28 - MEDO


Estar no caminho do impossível a tentar encontrar pistas para decifrar a revolução que veste o dia do seu casamento.

Valquíria e Joana receberam com carinho o pequeno Luís. As irmãs sentiram-se reconfortadas ao proporcionarem conforto ao menino assustado. Os olhos espertos do rapaz deram conta de duas pequenas formas bem familiares caídas junto às portas da garagem. Como um raio saiu disparado da companhia da mãe e da tia para verificar se os olhos não o tinham atraiçoado. Ali estavam, perdidas no chão, as bonecas que a prima trata com tanto carinho.

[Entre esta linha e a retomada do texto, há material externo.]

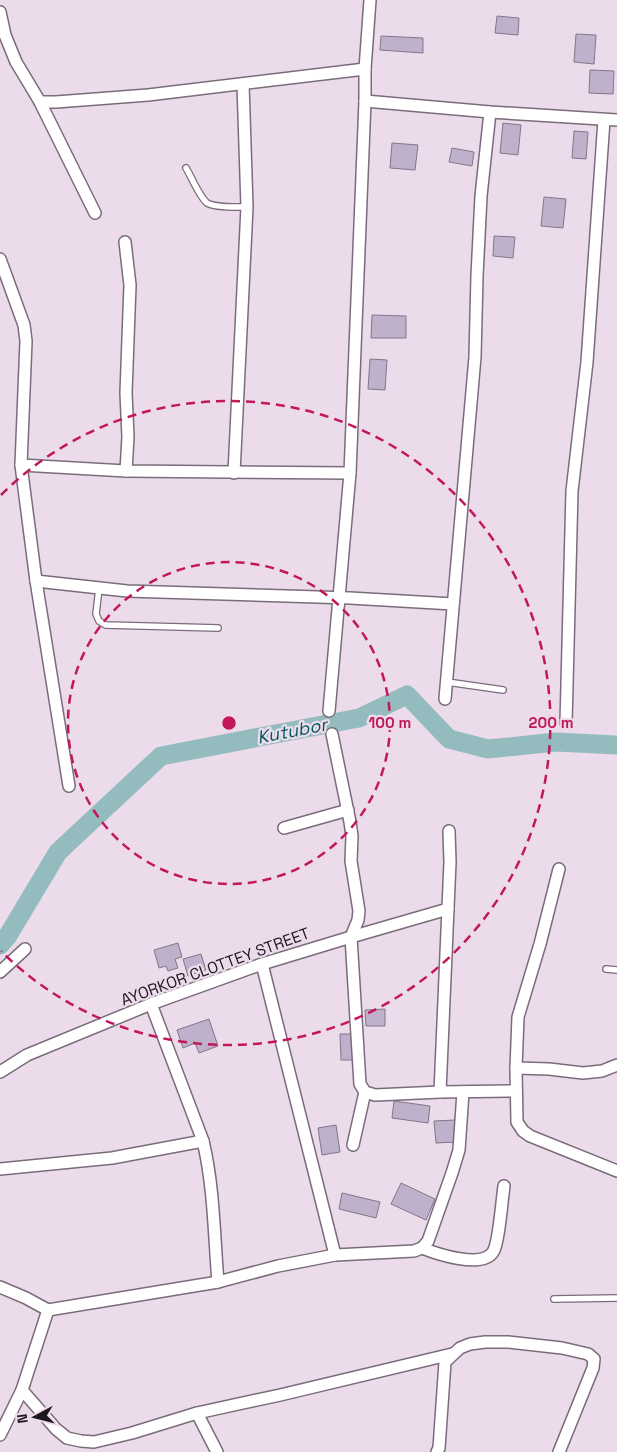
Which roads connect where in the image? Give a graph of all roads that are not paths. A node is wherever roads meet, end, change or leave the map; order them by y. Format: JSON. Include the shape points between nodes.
{"nodes":[{"id":1,"x":370,"y":0,"type":"edge"},
{"id":2,"x":0,"y":12,"type":"edge"},
{"id":3,"x":365,"y":69,"type":"junction"},
{"id":4,"x":243,"y":84,"type":"junction"},
{"id":5,"x":366,"y":101,"type":"junction"},
{"id":6,"x":40,"y":102,"type":"junction"},
{"id":7,"x":490,"y":112,"type":"junction"},
{"id":8,"x":604,"y":120,"type":"junction"},
{"id":9,"x":617,"y":120,"type":"edge"},
{"id":10,"x":186,"y":168,"type":"dead end"},
{"id":11,"x":247,"y":208,"type":"junction"},
{"id":12,"x":95,"y":213,"type":"dead end"},
{"id":13,"x":125,"y":242,"type":"dead end"},
{"id":14,"x":0,"y":260,"type":"edge"},
{"id":15,"x":21,"y":465,"type":"junction"},
{"id":16,"x":126,"y":470,"type":"junction"},
{"id":17,"x":234,"y":472,"type":"junction"},
{"id":18,"x":350,"y":473,"type":"junction"},
{"id":19,"x":36,"y":581,"type":"junction"},
{"id":20,"x":99,"y":588,"type":"junction"},
{"id":21,"x":339,"y":598,"type":"junction"},
{"id":22,"x":453,"y":604,"type":"junction"},
{"id":23,"x":218,"y":628,"type":"dead end"},
{"id":24,"x":447,"y":682,"type":"junction"},
{"id":25,"x":503,"y":690,"type":"dead end"},
{"id":26,"x":445,"y":699,"type":"dead end"},
{"id":27,"x":329,"y":711,"type":"dead end"},
{"id":28,"x":566,"y":722,"type":"dead end"},
{"id":29,"x":332,"y":734,"type":"dead end"},
{"id":30,"x":69,"y":786,"type":"dead end"},
{"id":31,"x":348,"y":810,"type":"junction"},
{"id":32,"x":284,"y":828,"type":"dead end"},
{"id":33,"x":449,"y":831,"type":"dead end"},
{"id":34,"x":559,"y":869,"type":"dead end"},
{"id":35,"x":448,"y":909,"type":"junction"},
{"id":36,"x":351,"y":937,"type":"junction"},
{"id":37,"x":25,"y":949,"type":"dead end"},
{"id":38,"x":262,"y":964,"type":"junction"},
{"id":39,"x":606,"y":969,"type":"dead end"},
{"id":40,"x":617,"y":970,"type":"edge"},
{"id":41,"x":0,"y":972,"type":"edge"},
{"id":42,"x":151,"y":1004,"type":"junction"},
{"id":43,"x":617,"y":1065,"type":"edge"},
{"id":44,"x":516,"y":1068,"type":"junction"},
{"id":45,"x":0,"y":1072,"type":"edge"},
{"id":46,"x":516,"y":1091,"type":"junction"},
{"id":47,"x":365,"y":1092,"type":"junction"},
{"id":48,"x":440,"y":1092,"type":"junction"},
{"id":49,"x":463,"y":1092,"type":"junction"},
{"id":50,"x":203,"y":1142,"type":"junction"},
{"id":51,"x":353,"y":1145,"type":"dead end"},
{"id":52,"x":0,"y":1169,"type":"edge"},
{"id":53,"x":617,"y":1170,"type":"edge"},
{"id":54,"x":504,"y":1186,"type":"dead end"},
{"id":55,"x":422,"y":1248,"type":"junction"},
{"id":56,"x":334,"y":1255,"type":"junction"},
{"id":57,"x":218,"y":1282,"type":"junction"},
{"id":58,"x":0,"y":1287,"type":"edge"},
{"id":59,"x":617,"y":1298,"type":"edge"},
{"id":60,"x":554,"y":1299,"type":"dead end"},
{"id":61,"x":48,"y":1310,"type":"junction"},
{"id":62,"x":452,"y":1354,"type":"junction"},
{"id":63,"x":22,"y":1390,"type":"junction"},
{"id":64,"x":197,"y":1413,"type":"junction"},
{"id":65,"x":0,"y":1435,"type":"edge"},
{"id":66,"x":217,"y":1452,"type":"edge"},
{"id":67,"x":437,"y":1452,"type":"edge"},
{"id":68,"x":559,"y":1452,"type":"edge"}],
"edges":[{"from":1,"to":3,"type":"street"},
{"from":2,"to":6,"type":"street","via":[[13,55]]},
{"from":3,"to":4,"type":"street"},
{"from":3,"to":5,"type":"street"},
{"from":4,"to":6,"type":"street","via":[[148,95]]},
{"from":4,"to":11,"type":"street"},
{"from":5,"to":7,"type":"street"},
{"from":5,"to":18,"type":"street"},
{"from":6,"to":12,"type":"street"},
{"from":7,"to":8,"type":"street"},
{"from":7,"to":22,"type":"street","via":[[481,196],[475,357]]},
{"from":8,"to":9,"type":"street"},
{"from":8,"to":28,"type":"street","via":[[587,362],[572,491]]},
{"from":10,"to":11,"type":"lane","via":[[203,197],[213,206]]},
{"from":11,"to":17,"type":"street"},
{"from":13,"to":16,"type":"street","via":[[130,285]]},
{"from":14,"to":15,"type":"street","via":[[24,325],[26,340]]},
{"from":15,"to":16,"type":"street"},
{"from":15,"to":19,"type":"street"},
{"from":16,"to":17,"type":"street"},
{"from":17,"to":18,"type":"street"},
{"from":18,"to":21,"type":"street"},
{"from":19,"to":20,"type":"street"},
{"from":19,"to":30,"type":"street"},
{"from":20,"to":21,"type":"street"},
{"from":20,"to":23,"type":"lane","via":[[96,614],[99,621],[106,624]]},
{"from":21,"to":22,"type":"street"},
{"from":21,"to":27,"type":"street"},
{"from":22,"to":24,"type":"street"},
{"from":24,"to":25,"type":"lane"},
{"from":24,"to":26,"type":"street"},
{"from":29,"to":31,"type":"street"},
{"from":31,"to":32,"type":"street"},
{"from":31,"to":36,"type":"street","via":[[351,861],[359,911]]},
{"from":33,"to":35,"type":"street"},
{"from":34,"to":44,"type":"street","via":[[518,1017]]},
{"from":35,"to":36,"type":"street","name":"AYORKOR CLOTTEY STREET"},
{"from":35,"to":48,"type":"street"},
{"from":36,"to":38,"type":"street","name":"AYORKOR CLOTTEY STREET"},
{"from":36,"to":47,"type":"street","via":[[360,1084]]},
{"from":37,"to":41,"type":"street"},
{"from":38,"to":42,"type":"street","name":"AYORKOR CLOTTEY STREET"},
{"from":38,"to":56,"type":"street"},
{"from":39,"to":40,"type":"lane"},
{"from":42,"to":45,"type":"street","name":"AYORKOR CLOTTEY STREET","via":[[27,1055]]},
{"from":42,"to":50,"type":"street"},
{"from":43,"to":44,"type":"street","via":[[583,1073]]},
{"from":44,"to":46,"type":"street"},
{"from":46,"to":49,"type":"street"},
{"from":46,"to":53,"type":"street","via":[[517,1122],[522,1131]]},
{"from":47,"to":48,"type":"street","via":[[375,1095]]},
{"from":47,"to":51,"type":"street"},
{"from":48,"to":49,"type":"street"},
{"from":49,"to":55,"type":"street","via":[[459,1150],[428,1241]]},
{"from":50,"to":52,"type":"street","via":[[112,1158]]},
{"from":50,"to":57,"type":"street"},
{"from":54,"to":55,"type":"street","via":[[494,1252],[488,1257],[461,1259]]},
{"from":55,"to":56,"type":"street"},
{"from":56,"to":57,"type":"street"},
{"from":57,"to":61,"type":"street"},
{"from":58,"to":61,"type":"street"},
{"from":59,"to":60,"type":"lane"},
{"from":61,"to":63,"type":"street"},
{"from":62,"to":64,"type":"street"},
{"from":62,"to":67,"type":"street","via":[[445,1362]]},
{"from":62,"to":68,"type":"street","via":[[470,1344],[508,1342],[562,1348],[588,1354],[594,1359]]},
{"from":63,"to":64,"type":"street","via":[[56,1429],[67,1438],[81,1441],[114,1438]]},
{"from":63,"to":65,"type":"street"},
{"from":64,"to":66,"type":"street"}]}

A Nana e a Marafona olhavam para o Luís em busca de auxílio.

Sebastião trouxe um chá e uns biscoitos para servir as irmãs que estavam intrigadas com a rapidez com que Luís saíra de junto delas. Olharam para ele e perceberam que trazia nas mãos as bonecas de Mariazinha resgatadas. A Marafona ficou com vontade de comunicar à anterior dona como foram esquecidas e largadas, por necessidade, pela menina apressada, mas é somente uma boneca.

A dor deixava de ser sentida. Sebastião pegou nas duas amigas da filha e procurou por algum sinal, mais alguma pista que lhe indicasse o lugar onde Mariazinha se encontra escondida. Os quatro permaneceram parados por alguns instantes. Trocaram olhares silenciosamente inquiridores, perguntando o que fazer a seguir.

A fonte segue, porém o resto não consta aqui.